In a multicenter study conducted by Kaşifoğlu et al. (20) in which malignancy risk factors were evaluated in patients with SSc, 340 patients with SSc were screened and 25 patients (7%) were diagnosed with malignancy. 4 patients were diagnosed with bladder cancer, three with breast cancer, three with non-small-cell lung cancer, and three with hematological malignancy. When the data of patients with malignancy were compared with those of patients without malignancy, no statistically significant difference was found in demographic characteristics, organ involvement, autoimmune serology, cyclophosphamide use, and dose. However, higher doses of cyclophosphamide were used in patients with bladder cancer. In our study, GERD and dysphagia symptoms were reported more frequently in patients with malignancy. However, no significant difference was observed between the treatment options. In fact, we found that rituximab and mycophenolate mofetil, which are relatively safe, were preferred more in patients with malignancy. This is because malignancy patients have more aggressive disease. Cyclophosphamide, which is most commonly associated with the development of malignancy, was used in only one patient. This may be due to the clinician’s anticipation of the risk of malignancy. In addition, we found that penicillamine treatment (although not widely used today) was used at a higher rate in patients with malignancy, although not statistically significant.
In another study by Sargin et al. (21) 153 patients were screened, and malignancy was detected in 7 patients.

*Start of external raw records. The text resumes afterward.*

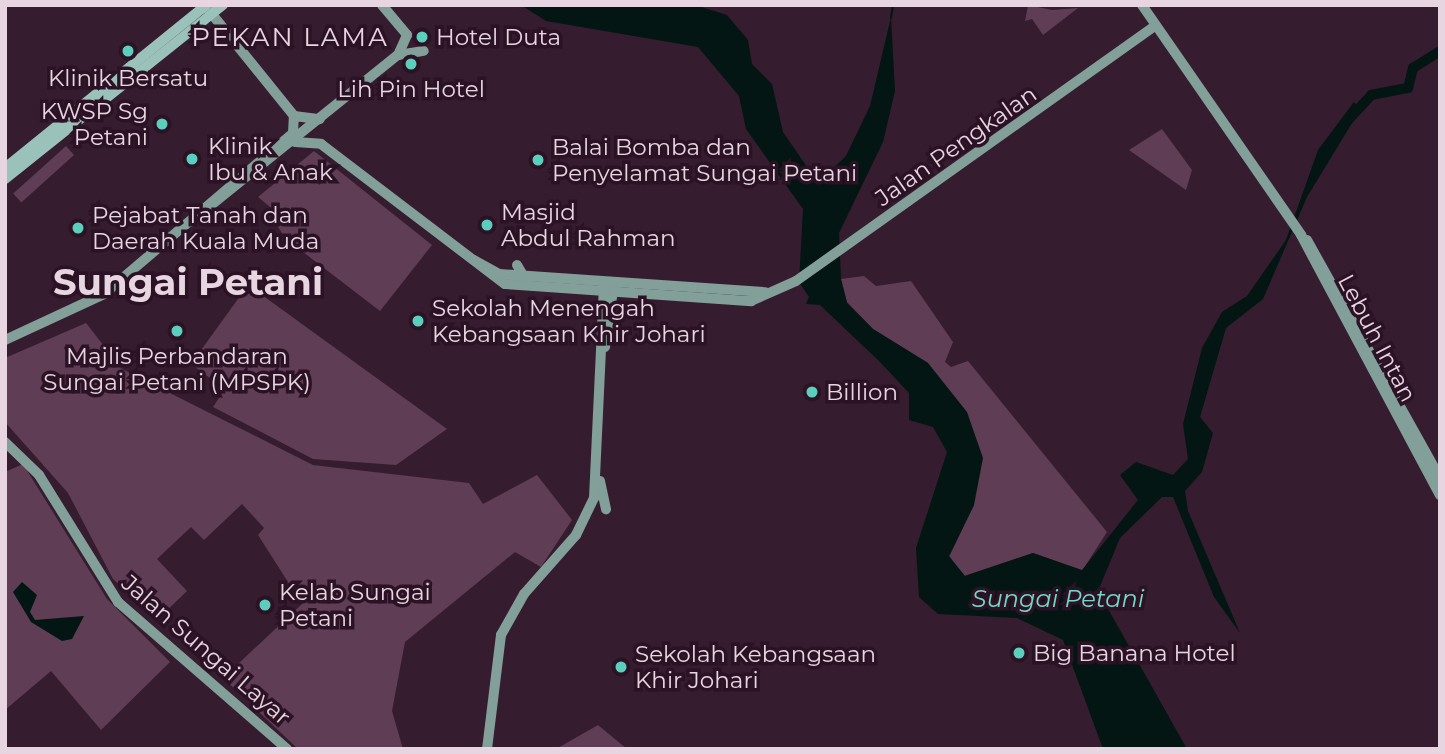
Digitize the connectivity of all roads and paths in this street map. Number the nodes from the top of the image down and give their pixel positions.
1 (223, 5) edge
2 (382, 5) edge
3 (1143, 6) edge
4 (208, 8) edge
5 (1153, 27) junction
6 (407, 35) junction
7 (398, 55) junction
8 (294, 116) junction
9 (321, 119) junction
10 (294, 137) junction
11 (321, 144) junction
12 (5, 168) edge
13 (5, 179) edge
14 (1300, 233) junction
15 (458, 252) junction
16 (517, 265) dead end
17 (524, 277) junction
18 (608, 289) junction
19 (5, 340) edge
20 (5, 442) edge
21 (596, 478) junction
22 (1440, 478) edge
23 (1440, 495) edge
24 (594, 498) junction
25 (584, 509) junction
26 (606, 509) dead end
27 (568, 544) junction
28 (286, 749) edge
29 (486, 749) edge

1 - 4 main road
2 - 6 main road
3 - 5 main road, Lebuh Intan
4 - 8 main road
4 - 12 main road
4 - 13 main road
5 - 14 main road, Lebuh Intan
5 - 18 main road, Jalan Pengkalan
6 - 7 main road
6 - 7 main road
7 - 9 main road
8 - 9 main road
8 - 10 main road
9 - 10 main road
9 - 11 main road
10 - 11 main road
10 - 19 main road
11 - 15 main road, Jalan Pengkalan
14 - 22 main road, Lebuh Intan
14 - 23 main road, Lebuh Intan
15 - 17 main road, Jalan Pengkalan
15 - 18 main road, Jalan Pengkalan
16 - 17 main road
17 - 18 main road, Jalan Pengkalan
18 - 21 main road
20 - 28 main road, Jalan Sungai Layar
21 - 24 main road
21 - 25 main road
21 - 26 main road
24 - 25 main road
24 - 27 main road
25 - 27 main road
27 - 29 main road

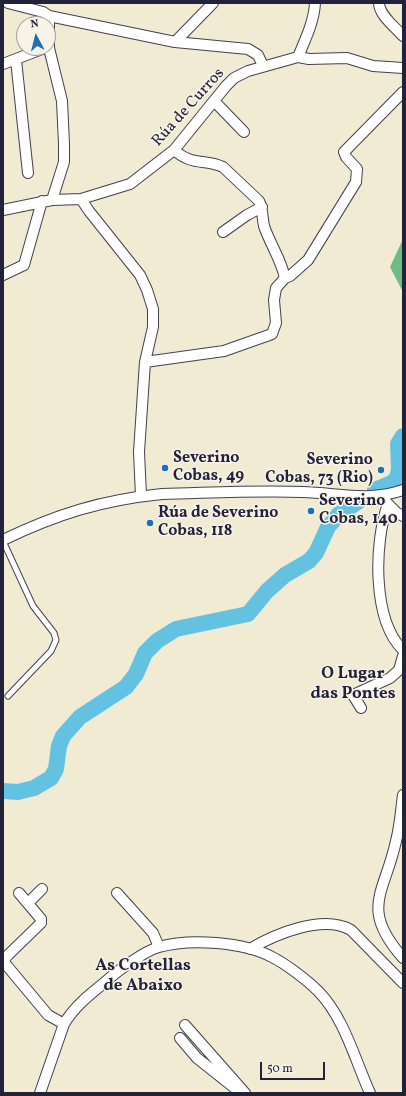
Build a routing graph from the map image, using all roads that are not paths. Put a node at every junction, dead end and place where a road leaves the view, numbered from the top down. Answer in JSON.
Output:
{"nodes":[{"id":1,"x":8,"y":3,"type":"edge"},
{"id":2,"x":213,"y":3,"type":"edge"},
{"id":3,"x":315,"y":3,"type":"edge"},
{"id":4,"x":379,"y":3,"type":"edge"},
{"id":5,"x":46,"y":10,"type":"edge"},
{"id":6,"x":403,"y":36,"type":"edge"},
{"id":7,"x":175,"y":42,"type":"junction"},
{"id":8,"x":25,"y":56,"type":"edge"},
{"id":9,"x":51,"y":56,"type":"edge"},
{"id":10,"x":298,"y":57,"type":"junction"},
{"id":11,"x":16,"y":60,"type":"junction"},
{"id":12,"x":3,"y":64,"type":"edge"},
{"id":13,"x":263,"y":66,"type":"junction"},
{"id":14,"x":403,"y":68,"type":"edge"},
{"id":15,"x":403,"y":92,"type":"edge"},
{"id":16,"x":214,"y":101,"type":"junction"},
{"id":17,"x":244,"y":132,"type":"dead end"},
{"id":18,"x":174,"y":150,"type":"junction"},
{"id":19,"x":28,"y":173,"type":"dead end"},
{"id":20,"x":82,"y":199,"type":"junction"},
{"id":21,"x":47,"y":200,"type":"junction"},
{"id":22,"x":262,"y":207,"type":"junction"},
{"id":23,"x":3,"y":210,"type":"edge"},
{"id":24,"x":223,"y":232,"type":"dead end"},
{"id":25,"x":3,"y":275,"type":"edge"},
{"id":26,"x":285,"y":278,"type":"junction"},
{"id":27,"x":145,"y":362,"type":"junction"},
{"id":28,"x":403,"y":490,"type":"edge"},
{"id":29,"x":141,"y":496,"type":"junction"},
{"id":30,"x":385,"y":500,"type":"junction"},
{"id":31,"x":403,"y":516,"type":"edge"},
{"id":32,"x":3,"y":541,"type":"edge"},
{"id":33,"x":403,"y":650,"type":"edge"},
{"id":34,"x":403,"y":656,"type":"edge"},
{"id":35,"x":8,"y":696,"type":"dead end"},
{"id":36,"x":361,"y":708,"type":"dead end"},
{"id":37,"x":403,"y":795,"type":"edge"},
{"id":38,"x":42,"y":889,"type":"dead end"},
{"id":39,"x":19,"y":892,"type":"dead end"},
{"id":40,"x":117,"y":893,"type":"dead end"},
{"id":41,"x":28,"y":903,"type":"junction"},
{"id":42,"x":159,"y":947,"type":"junction"},
{"id":43,"x":250,"y":949,"type":"junction"},
{"id":44,"x":403,"y":958,"type":"edge"},
{"id":45,"x":3,"y":961,"type":"edge"},
{"id":46,"x":403,"y":983,"type":"edge"},
{"id":47,"x":64,"y":1024,"type":"junction"},
{"id":48,"x":185,"y":1025,"type":"dead end"},
{"id":49,"x":180,"y":1038,"type":"dead end"},
{"id":50,"x":40,"y":1093,"type":"edge"},
{"id":51,"x":244,"y":1093,"type":"edge"},
{"id":52,"x":370,"y":1093,"type":"edge"}],
"edges":[{"from":1,"to":5,"type":"street"},
{"from":2,"to":7,"type":"street"},
{"from":3,"to":10,"type":"street"},
{"from":4,"to":6,"type":"street"},
{"from":5,"to":7,"type":"street"},
{"from":7,"to":13,"type":"street"},
{"from":8,"to":11,"type":"street"},
{"from":9,"to":21,"type":"street"},
{"from":10,"to":13,"type":"street","name":"Rúa de Curros"},
{"from":10,"to":14,"type":"street","name":"Rúa de Curros"},
{"from":11,"to":12,"type":"street"},
{"from":11,"to":19,"type":"street"},
{"from":13,"to":16,"type":"street","name":"Rúa de Curros"},
{"from":15,"to":26,"type":"street"},
{"from":16,"to":17,"type":"street"},
{"from":16,"to":18,"type":"street","name":"Rúa de Curros"},
{"from":18,"to":20,"type":"street","name":"Rúa de Curros"},
{"from":18,"to":22,"type":"street"},
{"from":20,"to":21,"type":"street","name":"Rúa de Curros"},
{"from":20,"to":27,"type":"street"},
{"from":21,"to":23,"type":"street","name":"Rúa de Curros"},
{"from":21,"to":25,"type":"street"},
{"from":22,"to":24,"type":"street"},
{"from":22,"to":26,"type":"street"},
{"from":26,"to":27,"type":"street"},
{"from":27,"to":29,"type":"street"},
{"from":28,"to":30,"type":"street"},
{"from":29,"to":30,"type":"street"},
{"from":29,"to":32,"type":"street"},
{"from":30,"to":31,"type":"street"},
{"from":30,"to":33,"type":"street"},
{"from":32,"to":35,"type":"lane"},
{"from":34,"to":36,"type":"street"},
{"from":37,"to":44,"type":"street"},
{"from":38,"to":41,"type":"street"},
{"from":39,"to":41,"type":"street"},
{"from":40,"to":42,"type":"street"},
{"from":41,"to":45,"type":"street"},
{"from":42,"to":43,"type":"street"},
{"from":42,"to":47,"type":"street"},
{"from":43,"to":46,"type":"street"},
{"from":43,"to":52,"type":"street"},
{"from":45,"to":47,"type":"street"},
{"from":47,"to":50,"type":"street"},
{"from":48,"to":51,"type":"street"},
{"from":49,"to":51,"type":"street"}]}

Malignancy was detected in three males and four females, and the mean age was 51.2 years. One lung cancer, 2 gastrointestinal system cancers, one myelodysplastic syndrome, two malignant melanomas (eye and skin), and one ovarian cancer were detected. Smoking, male gender, being diagnosed with diffuse SSc, and anti-Scl-70 positivity were reported as risk factors. In our study, we found a higher rate of malignancy in patients with diffuse SSc (6.3% vs. 2.1%). The odds ratio was calculated as 2.97 for the diffuse subtype.
Our study had some limitations. The number of patients with malignancy was low. Because the number of male SSc patients was low, we did not have a male patient diagnosed with malignancy. Risk factors could not be evaluated because our study was conducted through a retrospective file review. Our study included malignancies observed in a 10-year follow-up. In addition, the RNA polymerase III antibody, which was evaluated as a risk factor in most studies, was not evaluated in our patients.
CONCLUSION
The risk of cancer is increased in patients with SSc compared with the general population. It is important to perform age/gender appropriate malignancy screening in every case of clinical suspicion for early diagnosis and treatment in terms of a possible accompanying malignancy. However, routine screening of all patients is not recommended. Studies with larger case series are needed to determine malignancy screening recommendations and risk factors specific to SSc patients.